Two stages, one clear path
Every KURAI programme — AI Explorers, AI Creators, Junior Robotics, and Senior Robotics — follows the same two-stage progression: Foundation and Mastery.
Foundation comes first. It builds core skills through eight monthly project modules. Mastery follows. It covers the same skill areas but at significantly greater depth, with more independence and higher expectations. Each stage ends with a Capstone Showcase where students demonstrate everything they have learned.
The full programme takes approximately 16 months per stage. There are no shortcuts, no skipped levels, and no rushing ahead. The structure is deliberate — because real skill development takes time, repetition, and increasing challenge.
Foundation: building the base
Foundation is where every student begins, regardless of prior experience. Over eight months, students work through a sequence of monthly projects, each targeting a different core skill area.
What Foundation looks like
Each month brings a new project that follows the 4-week project cycle: Launch, Build, Test and Improve, Showcase. The projects are designed to be engaging and achievable while still stretching the student beyond what they thought they could do.
In AI Explorers, a Foundation student might spend one month building an AI storybook, the next month training an image classifier, and the following month designing a pattern puzzle.
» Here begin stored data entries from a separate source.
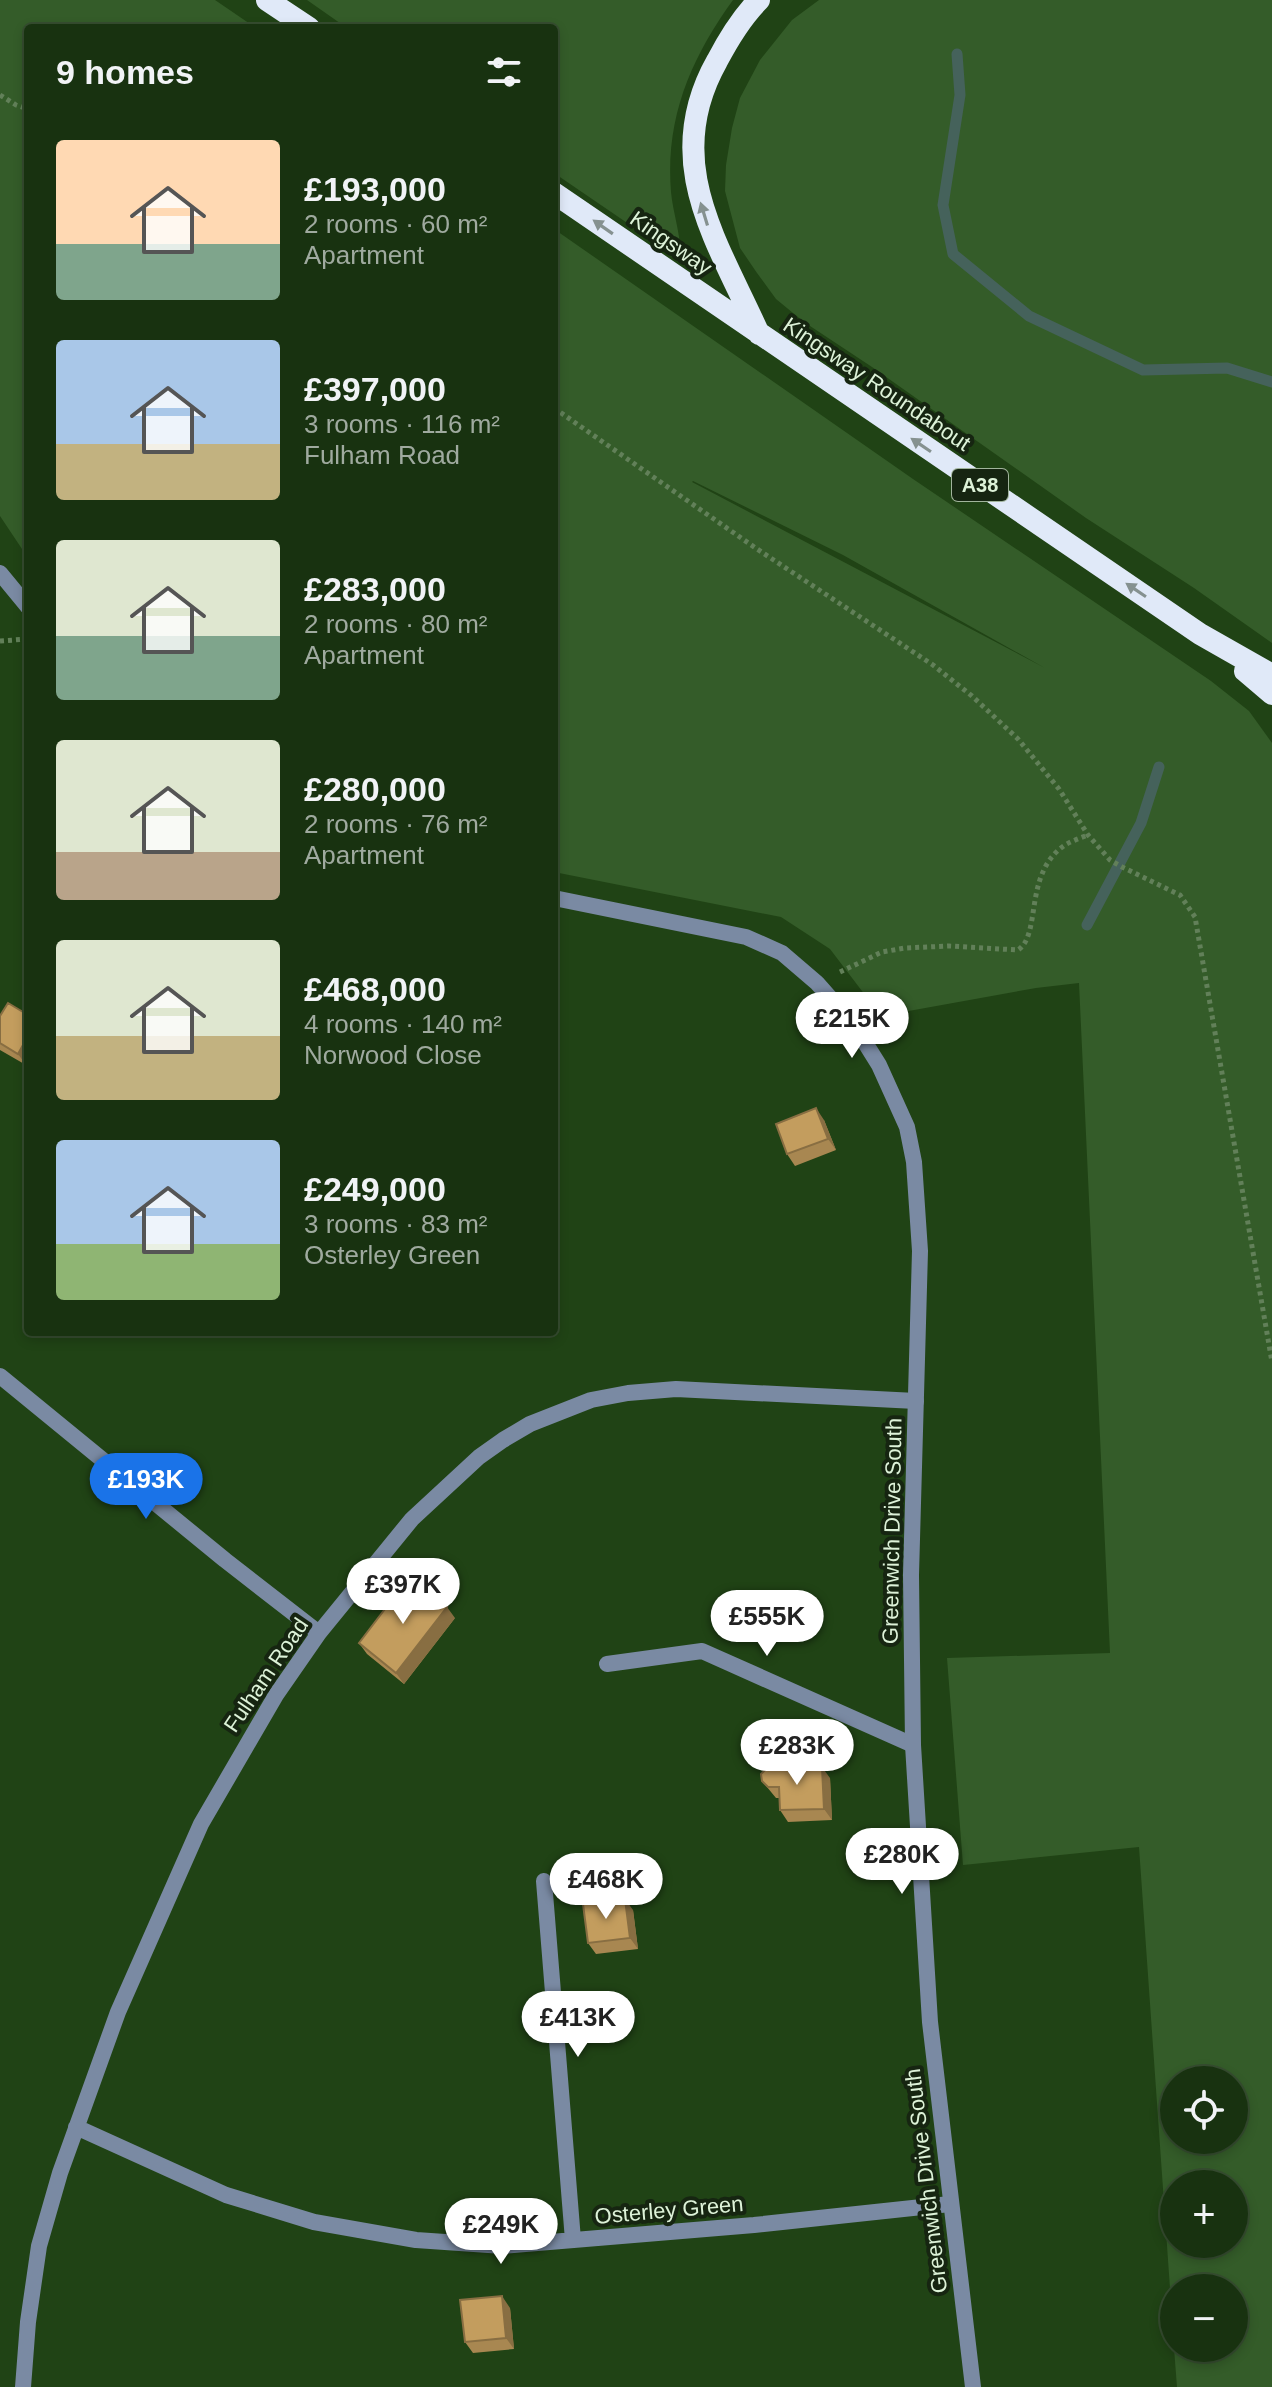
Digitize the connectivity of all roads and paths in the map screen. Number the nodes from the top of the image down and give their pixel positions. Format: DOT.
graph roads {
  1 [pos="267,0"];
  2 [pos="759,0"];
  3 [pos="303,24"];
  4 [pos="0,95"];
  5 [pos="24,108"];
  6 [pos="558,196"];
  7 [pos="759,335"];
  8 [pos="558,411"];
  9 [pos="0,573"];
  10 [pos="24,602"];
  11 [pos="1200,634"];
  12 [pos="24,639"];
  13 [pos="0,641"];
  14 [pos="1272,675"];
  15 [pos="1272,694"];
  16 [pos="1088,835"];
  17 [pos="558,899"];
  18 [pos="817,983"];
  19 [pos="1272,1362"];
  20 [pos="0,1376"];
  21 [pos="916,1401"];
  22 [pos="319,1633"];
  23 [pos="607,1664"];
  24 [pos="913,1745"];
  25 [pos="544,1881"];
  26 [pos="76,2127"];
  27 [pos="950,2204"];
  28 [pos="573,2240"];
  29 [pos="23,2387"];
  30 [pos="973,2387"];
  1 -- 3 [label="highway"];
  7 -- 2 [label="highway, Kingsway Roundabout, one-way"];
  4 -- 5 [label="path"];
  7 -- 6 [label="highway, Kingsway / A38, one-way"];
  11 -- 7 [label="highway, Kingsway Roundabout / A38, one-way"];
  8 -- 16 [label="path"];
  9 -- 10 [label="street"];
  11 -- 14 [label="highway, Kingsway Roundabout / A38"];
  11 -- 15 [label="highway, A38"];
  12 -- 13 [label="path"];
  16 -- 18 [label="path"];
  16 -- 19 [label="path"];
  17 -- 18 [label="street, Greenwich Drive South"];
  18 -- 21 [label="street, Greenwich Drive South"];
  20 -- 22 [label="street"];
  21 -- 22 [label="street, Fulham Road"];
  21 -- 24 [label="street, Greenwich Drive South"];
  22 -- 26 [label="street, Fulham Road"];
  23 -- 24 [label="street"];
  24 -- 27 [label="street, Greenwich Drive South"];
  25 -- 28 [label="street"];
  26 -- 28 [label="street, Osterley Green"];
  26 -- 29 [label="street, Fulham Road"];
  27 -- 28 [label="street, Osterley Green"];
  27 -- 30 [label="street, Greenwich Drive South"];
}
Each project introduces new AI concepts and tools while reinforcing skills from previous months.
In AI Creators, Foundation projects might include running an AI newsroom, building an awareness campaign, and creating a prompt playbook. The work is more complex than AI Explorers, but the structure is the same — guided challenges that build skills progressively.
What Foundation builds
By the end of the Foundation stage, students have:
- Completed eight distinct projects, each requiring different skills and tools
- Presented their work at eight monthly showcases, building confidence and communication ability
- Developed a working understanding of core AI concepts appropriate to their programme
- Learned to manage the full project cycle — planning, building, testing, revising, and presenting
- Built the habits of iteration, feedback, and self-improvement that underpin all creative and technical work
The Foundation Capstone
The final month of Foundation is the Capstone Showcase. This is a larger, more ambitious project that draws on everything the student has learned across the previous eight months. Students choose their own topic, plan their approach, and present a portfolio-quality piece of work to an audience of classmates, parents, and instructors.
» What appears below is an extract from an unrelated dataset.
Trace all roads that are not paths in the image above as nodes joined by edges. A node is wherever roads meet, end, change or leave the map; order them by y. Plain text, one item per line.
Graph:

The Capstone is not an exam. It is a celebration of what the student has achieved and a demonstration that they are ready for the next stage.
Mastery: going deeper
Mastery is the second stage. It revisits the same core skill areas as Foundation, but at a fundamentally different level.
What changes in Mastery
More independence. In Foundation, instructors provide significant scaffolding — clear project briefs, step-by-step guidance, frequent check-ins. In Mastery, students take on more responsibility for their own work. They help define project scope, make more design decisions independently, and manage their time with less instructor direction.
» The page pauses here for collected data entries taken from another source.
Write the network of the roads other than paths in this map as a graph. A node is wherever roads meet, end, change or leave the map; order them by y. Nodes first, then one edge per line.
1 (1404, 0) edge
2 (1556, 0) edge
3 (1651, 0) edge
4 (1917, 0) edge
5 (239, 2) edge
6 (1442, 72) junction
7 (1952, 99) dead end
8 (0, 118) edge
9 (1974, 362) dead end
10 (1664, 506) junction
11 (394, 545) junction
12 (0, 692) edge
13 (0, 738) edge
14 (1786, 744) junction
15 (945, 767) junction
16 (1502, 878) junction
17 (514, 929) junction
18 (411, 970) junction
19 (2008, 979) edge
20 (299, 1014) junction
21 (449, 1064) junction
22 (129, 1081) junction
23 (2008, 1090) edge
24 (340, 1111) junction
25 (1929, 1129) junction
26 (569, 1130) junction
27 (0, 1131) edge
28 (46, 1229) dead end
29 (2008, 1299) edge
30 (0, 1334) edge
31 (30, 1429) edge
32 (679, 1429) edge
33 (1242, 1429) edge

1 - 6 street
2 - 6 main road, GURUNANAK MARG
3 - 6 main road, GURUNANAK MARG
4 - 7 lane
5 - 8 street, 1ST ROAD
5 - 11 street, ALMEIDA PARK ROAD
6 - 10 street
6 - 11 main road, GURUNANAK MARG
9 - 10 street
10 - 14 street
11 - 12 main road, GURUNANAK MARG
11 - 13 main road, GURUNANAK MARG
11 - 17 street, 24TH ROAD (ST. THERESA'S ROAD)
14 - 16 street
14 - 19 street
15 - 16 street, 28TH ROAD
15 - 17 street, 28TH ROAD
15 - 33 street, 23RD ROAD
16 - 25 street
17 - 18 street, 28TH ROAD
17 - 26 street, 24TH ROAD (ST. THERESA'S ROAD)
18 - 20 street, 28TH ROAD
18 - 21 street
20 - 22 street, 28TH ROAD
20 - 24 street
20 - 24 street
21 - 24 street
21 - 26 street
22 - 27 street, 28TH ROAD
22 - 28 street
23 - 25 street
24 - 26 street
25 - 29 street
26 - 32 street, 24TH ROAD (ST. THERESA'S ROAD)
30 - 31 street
Greater depth. The projects in Mastery are harder. The tools are more sophisticated. The expectations for quality are higher. A student who trained a simple image classifier in Foundation might build a multi-category classification system in Mastery. A student who wrote a storybook might create an interactive narrative with branching paths.
Portfolio-quality work. Mastery projects are designed to produce work that students can genuinely be proud of — pieces they would want to show to a future school, a university admissions panel, or a potential employer. The quality bar rises because the student's capability has risen.
More critical thinking. Mastery students are expected to evaluate their own work more rigorously. They assess what works and what doesn't, consider alternative approaches, and make deliberate choices about their creative and technical direction. The instructor shifts from guide to mentor, asking questions that push the student to think deeper rather than providing answers directly.
The Mastery Capstone
Mastery also ends with a Capstone Showcase, but the expectations are higher. The project is larger in scope, more polished in execution, and presented with greater analytical depth. This is the culmination of the full programme — the moment where the student demonstrates not just what they can do, but how they think about what they do.
Why two stages instead of continuous levels
Many enrichment programmes use numbered levels — Level 1 through Level 10, or beginner through advanced. The problem with this approach is that it treats learning as a straight line. Each level adds a little more complexity, but the fundamental experience stays the same.
The Foundation-Mastery structure works differently. The two stages are qualitatively different experiences. Foundation is about breadth — exposure to many skills and tools through varied projects. Mastery is about depth — returning to those same areas with the confidence and capability to go much further.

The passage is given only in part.